### ENTRIES SUPPLIED
-- Opening Marker --

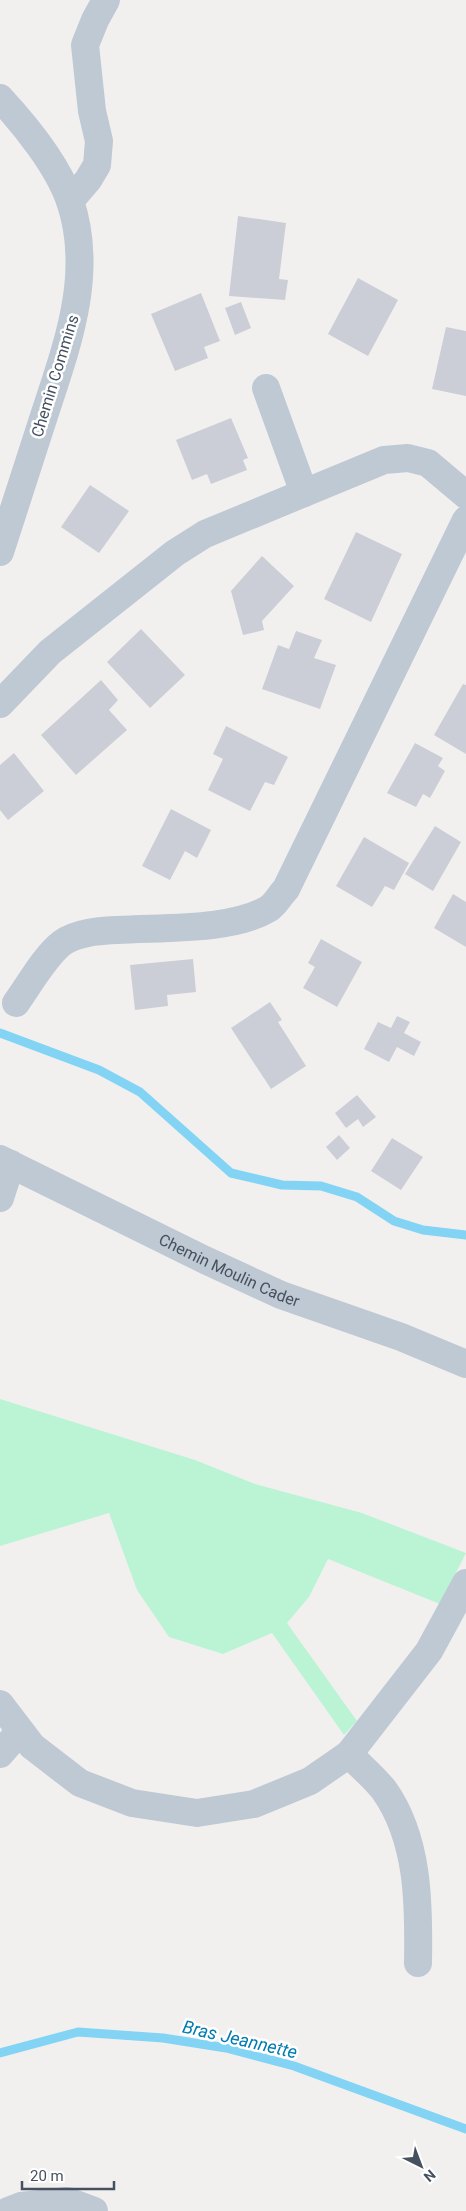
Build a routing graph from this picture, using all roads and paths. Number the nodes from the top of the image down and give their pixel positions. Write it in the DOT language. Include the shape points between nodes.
graph roads {
  1 [pos="106,0"];
  2 [pos="0,98"];
  3 [pos="70,201"];
  4 [pos="266,388"];
  5 [pos="304,493"];
  6 [pos="466,495"];
  7 [pos="466,520"];
  8 [pos="0,552"];
  9 [pos="0,704"];
  10 [pos="16,1003"];
  11 [pos="5,1161"];
  12 [pos="0,1198"];
  13 [pos="466,1364"];
  14 [pos="466,1583"];
  15 [pos="0,1704"];
  16 [pos="20,1731"];
  17 [pos="0,1754"];
  18 [pos="349,1754"];
  19 [pos="418,1963"];
  20 [pos="8,2211"];
  21 [pos="94,2211"];
  1 -- 3 [label="street" via="85,45 92,111 100,141 96,165"];
  2 -- 3 [label="street, Chemin Commins" via="22,121"];
  3 -- 8 [label="street, Chemin Commins" via="81,268 74,324"];
  4 -- 5 [label="street"];
  5 -- 6 [label="street" via="384,460 408,458 428,463"];
  5 -- 9 [label="street" via="205,534 175,553 50,652"];
  7 -- 10 [label="street" via="286,889 270,908 253,916 212,925 104,930 77,936 55,950"];
  11 -- 12 [label="street"];
  11 -- 13 [label="street, Chemin Moulin Cader" via="281,1295 401,1337"];
  14 -- 18 [label="street" via="429,1651"];
  15 -- 16 [label="street"];
  16 -- 17 [label="street"];
  16 -- 18 [label="street" via="32,1746 80,1783 132,1802 197,1812 254,1804 310,1781"];
  18 -- 19 [label="street" via="383,1790 400,1819 412,1860 419,1902"];
  20 -- 21 [label="street" via="21,2206 67,2201"];
}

-- Closing Marker --

### WHAT IS BEING ASKED
Report the lines above that have the word "roads" in them.

### RESULT OF THE TASK
Build a routing graph from this picture, using all roads and paths. Number the nodes from the top of the image down and give their pixel positions. Write it in the DOT language. Include the shape points between nodes.
graph roads {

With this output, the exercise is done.